**Assigned task:**
Print the lines that start the entries and continue through the one holding "italic ? SkFontStyle::kItalic_Slant", please, exactly and with the pictures omitted.

Collected data:
►
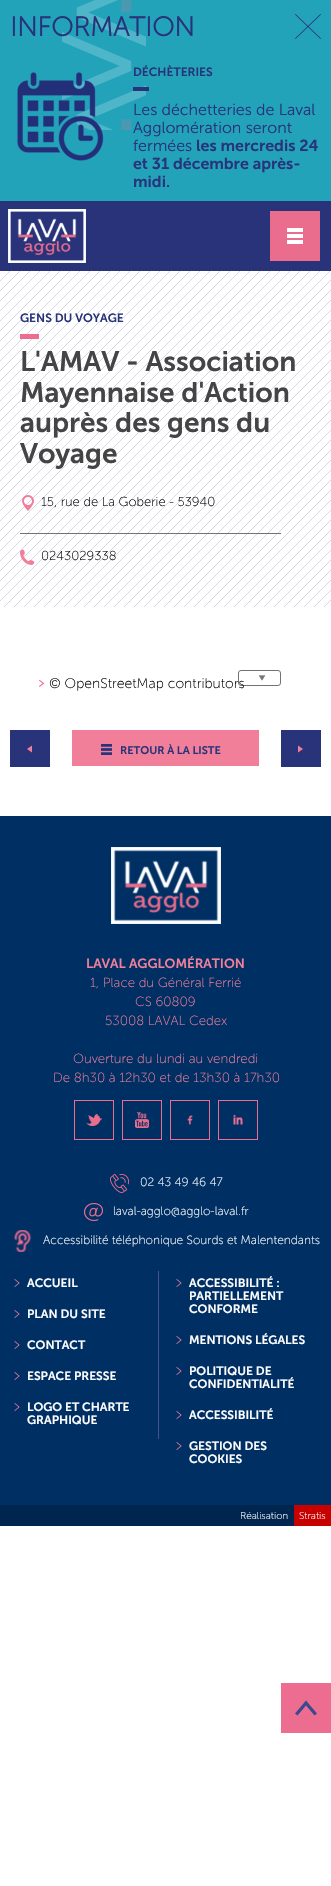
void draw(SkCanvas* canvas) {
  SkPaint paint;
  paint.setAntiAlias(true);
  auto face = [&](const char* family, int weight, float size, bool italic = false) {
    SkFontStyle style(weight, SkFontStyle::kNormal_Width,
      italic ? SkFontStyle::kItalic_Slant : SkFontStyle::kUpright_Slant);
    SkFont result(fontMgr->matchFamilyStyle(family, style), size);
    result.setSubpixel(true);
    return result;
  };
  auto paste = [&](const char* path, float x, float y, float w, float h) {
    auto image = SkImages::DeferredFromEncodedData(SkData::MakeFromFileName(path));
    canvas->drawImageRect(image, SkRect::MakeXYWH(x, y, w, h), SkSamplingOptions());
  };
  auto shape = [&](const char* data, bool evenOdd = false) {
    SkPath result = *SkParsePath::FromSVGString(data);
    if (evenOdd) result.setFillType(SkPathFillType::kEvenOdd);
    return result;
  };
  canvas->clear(0xffffffff);
  paint.setColor(0xff22a3ba);
  canvas->drawRect(SkRect::MakeXYWH(0, 0, 331, 201), paint);
  paste("img/1.png", 62, 0, 84, 130);
  paste("img/2.png", 295, 14, 26, 25);
  paste("img/3.png", 17, 72, 87, 89);
  paint.setColor(0xff28337a);
  canvas->drawRect(SkRect::MakeXYWH(133, 87, 16, 4), paint);
  canvas->drawRect(SkRect::MakeXYWH(0, 201, 331, 70), paint);
  paste("img/4.png", 8, 209, 78, 54);
  paste("img/5.png", 270, 211, 50, 50);
  paste("img/6.png", 0, 271, 331, 336);
  paint.setColor(0xffed6d91);
  canvas->drawRect(SkRect::MakeXYWH(20, 334, 19, 5), paint);
  paste("img/7.png", 22, 495, 12, 16);
  paint.setColor(0xff727272);
  canvas->drawRect(SkRect::MakeXYWH(20, 533, 261, 1), paint);
  paste("img/8.png", 20, 549, 15, 16);
  paste("img/9.png", 39, 679, 6, 8);
  paste("img/10.png", 258, 675, 8, 6);
  paint.setStroke(true);
  paint.setStrokeWidth(1);
  canvas->drawRoundRect(SkRect::MakeXYWH(238.5f, 670.5f, 42, 15), 2.5f, 2.5f, paint);
  paint.setStroke(false);
  paint.setColor(0xff28337a);
  canvas->drawRect(SkRect::MakeXYWH(10, 730, 40, 37), paint);
  paint.setColor(0xfff17f9a);
  canvas->drawPath(shape("M27 749L32 745.5V752.5Z"), paint);
  canvas->drawRect(SkRect::MakeXYWH(72, 730, 187, 36), paint);
  paste("img/11.png", 101, 744, 11, 11);
  paint.setColor(0xff28337a);
  canvas->drawRect(SkRect::MakeXYWH(281, 730, 40, 37), paint);
  paint.setColor(0xfff17f9a);
  canvas->drawPath(shape("M298 745.5L303 749L298 752.5Z"), paint);
  paint.setColor(0xff002f64);
  canvas->drawRect(SkRect::MakeXYWH(0, 816, 331, 689), paint);
  paste("img/12.png", 111, 847, 110, 77);
  paint.setStroke(true);
  paint.setColor(0xffed6d91);
  canvas->drawRect(SkRect::MakeXYWH(74.5f, 1100.5f, 39, 39), paint);
  paste("img/13.png", 86, 1114, 16, 12);
  canvas->drawRect(SkRect::MakeXYWH(122.5f, 1100.5f, 39, 39), paint);
  paste("img/14.png", 135, 1112, 14, 16);
  canvas->drawRect(SkRect::MakeXYWH(170.5f, 1100.5f, 39, 39), paint);
  paste("img/15.png", 187, 1115, 6, 10);
  canvas->drawRect(SkRect::MakeXYWH(218.5f, 1100.5f, 39, 39), paint);
  paste("img/16.png", 233, 1114, 10, 11);
  paste("img/17.png", 110, 1174, 19, 19);
  paste("img/18.png", 84, 1203, 19, 18);
  paste("img/19.png", 14, 1230, 18, 22);
  paint.setStroke(false);
  paint.setColor(0xff48518e);
  canvas->drawRect(SkRect::MakeXYWH(158, 1271, 1, 168), paint);
  paste("img/20.png", 14, 1279, 6, 8);
  paste("img/20.png", 14, 1310, 6, 8);
  paste("img/20.png", 14, 1341, 6, 8);
  paste("img/20.png", 14, 1372, 6, 8);
  paste("img/20.png", 14, 1403, 6, 8);
  paste("img/20.png", 176, 1279, 6, 8);
  paste("img/20.png", 176, 1336, 6, 8);
  paste("img/20.png", 176, 1367, 6, 8);
  paste("img/20.png", 176, 1411, 6, 8);
  paste("img/20.png", 176, 1442, 6, 8);
  {
    const struct { float x, y, w, h; SkColor color; } items[] = {
      {0, 1505, 294, 21, 0xff002650},
      {294, 1505, 37, 21, 0xffc70000},
      {281, 1683, 50, 50, 0xffed6d91},
    };
    for (auto [x, y, w, h, color] : items) {
      paint.setColor(color);
      canvas->drawRect(SkRect::MakeXYWH(x, y, w, h), paint);
    }
  }
  paint.setColor(0xff3b4a8c);
  canvas->drawPath(shape("M306 1700.5L317 1713.5L314.5 1715.5L306 1705.5L297.5 1715.5L295 1713.5Z"), paint);
  auto f0 = face("Museo Sans", 700, 27);
  paint.setColor(0xff28337a);
  canvas->drawString("INFORMATION", 10, 36, f0, paint);
  auto f1 = face("Museo Sans", 600, 12);
  canvas->drawString("DÉCHÈTERIES", 133, 76, f1, paint);
  auto f2 = face("Museo Sans", 300, 16);
  {
    const struct { const char* s; float x, y; } items[] = {
      {"Les déchetteries de Laval", 133, 115},
      {"Agglomération seront", 133, 133},
      {"fermées", 133, 151},
    };
    for (auto [s, x, y] : items) {
      canvas->drawString(s, x, y, f2, paint);
    }
  }
  auto f3 = face("Museo Sans", 600, 16);
  {
    const struct { const char* s; float x, y; } items[] = {
      {"les mercredis 24", 196, 151},
      {"et 31 décembre après-", 133, 169},
      {"midi.", 133, 187},
    };
    for (auto [s, x, y] : items) {
      canvas->drawString(s, x, y, f3, paint);
    }
  }
  canvas->drawString("GENS DU VOYAGE", 20, 322, f1, paint);
  auto f4 = face("Museo Sans", 600, 28);
  paint.setColor(0xff444444);
  {
    const struct { const char* s; float x, y; } items[] = {
      {"L'AMAV - Association", 20, 371},
      {"Mayennaise d'Action", 20, 402},
      {"auprès des gens du", 20, 432},
      {"Voyage", 20, 463},
    };
    for (auto [s, x, y] : items) {
      canvas->drawString(s, x, y, f4, paint);
    }
  }
  auto f5 = face("Museo Sans", 200, 13);
  paint.setColor(0xff000000);
  canvas->drawString("15, rue de La Goberie - 53940", 41, 506, f5, paint);
  canvas->drawString("0243029338", 41, 560, f5, paint);
  auto f6 = face("Museo Sans", 200, 14);
  canvas->drawString("© OpenStreetMap contributors", 49, 688, f6, paint);
  auto f7 = face("Museo Sans", 600, 11);
  paint.setColor(0xff28337a);
  canvas->drawString("RETOUR À LA LISTE", 120, 754, f7, paint);
  auto f8 = face("Museo Sans", 600, 13.25f);
  paint.setColor(0xfff17f9a);
  canvas->drawString("LAVAL AGGLOMÉRATION", 86, 968, f8, paint);
  auto f9 = face("Museo Sans", 200, 13.25f);
  {
    const struct { const char* s; float x, y; } items[] = {
      {"1, Place du Général Ferrié", 90, 987},
      {"CS 60809", 135, 1006},
      {"53008 LAVAL Cedex", 105, 1025},
      {"Ouverture du lundi au vendredi", 73, 1063},
      {"De 8h30 à 12h30 et de 13h30 à 17h30", 53, 1082},
    };
    for (auto [s, x, y] : items) {
      canvas->drawString(s, x, y, f9, paint);
    }
  }
  auto f10 = face("Museo Sans", 200, 12);
  paint.setColor(0xffffffff);
  {
    const struct { const char* s; float x, y; } items[] = {
      {"02 43 49 46 47", 140, 1186},
      {"laval-agglo@agglo-laval.fr", 113, 1215},
      {"Accessibilité téléphonique Sourds et Malentendants", 43, 1244},
    };
    for (auto [s, x, y] : items) {
      canvas->drawString(s, x, y, f10, paint);
    }
  }
  {
    const struct { const char* s; float x, y; } items[] = {
      {"ACCUEIL", 27, 1287},
      {"PLAN DU SITE", 27, 1318},
      {"CONTACT", 27, 1349},
      {"ESPACE PRESSE", 27, 1380},
      {"LOGO ET CHARTE", 27, 1411},
      {"GRAPHIQUE", 27, 1424},
      {"ACCESSIBILITÉ :", 189, 1287},
      {"PARTIELLEMENT", 189, 1300},
      {"CONFORME", 189, 1313},
      {"MENTIONS LÉGALES", 189, 1344},
      {"POLITIQUE DE", 189, 1375},
      {"CONFIDENTIALITÉ", 189, 1388},
      {"ACCESSIBILITÉ", 189, 1419},
      {"GESTION DES", 189, 1450},
      {"COOKIES", 189, 1463},
    };
    for (auto [s, x, y] : items) {
      canvas->drawString(s, x, y, f1, paint);
    }
  }
  auto f11 = face("Museo Sans", 200, 10);
  canvas->drawString("Réalisation", 240, 1519, f11, paint);
  canvas->drawString("Stratis", 299, 1519, f11, paint);
}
◄
**Answer for this exercise:**
void draw(SkCanvas* canvas) {
  SkPaint paint;
  paint.setAntiAlias(true);
  auto face = [&](const char* family, int weight, float size, bool italic = false) {
    SkFontStyle style(weight, SkFontStyle::kNormal_Width,
      italic ? SkFontStyle::kItalic_Slant : SkFontStyle::kUpright_Slant);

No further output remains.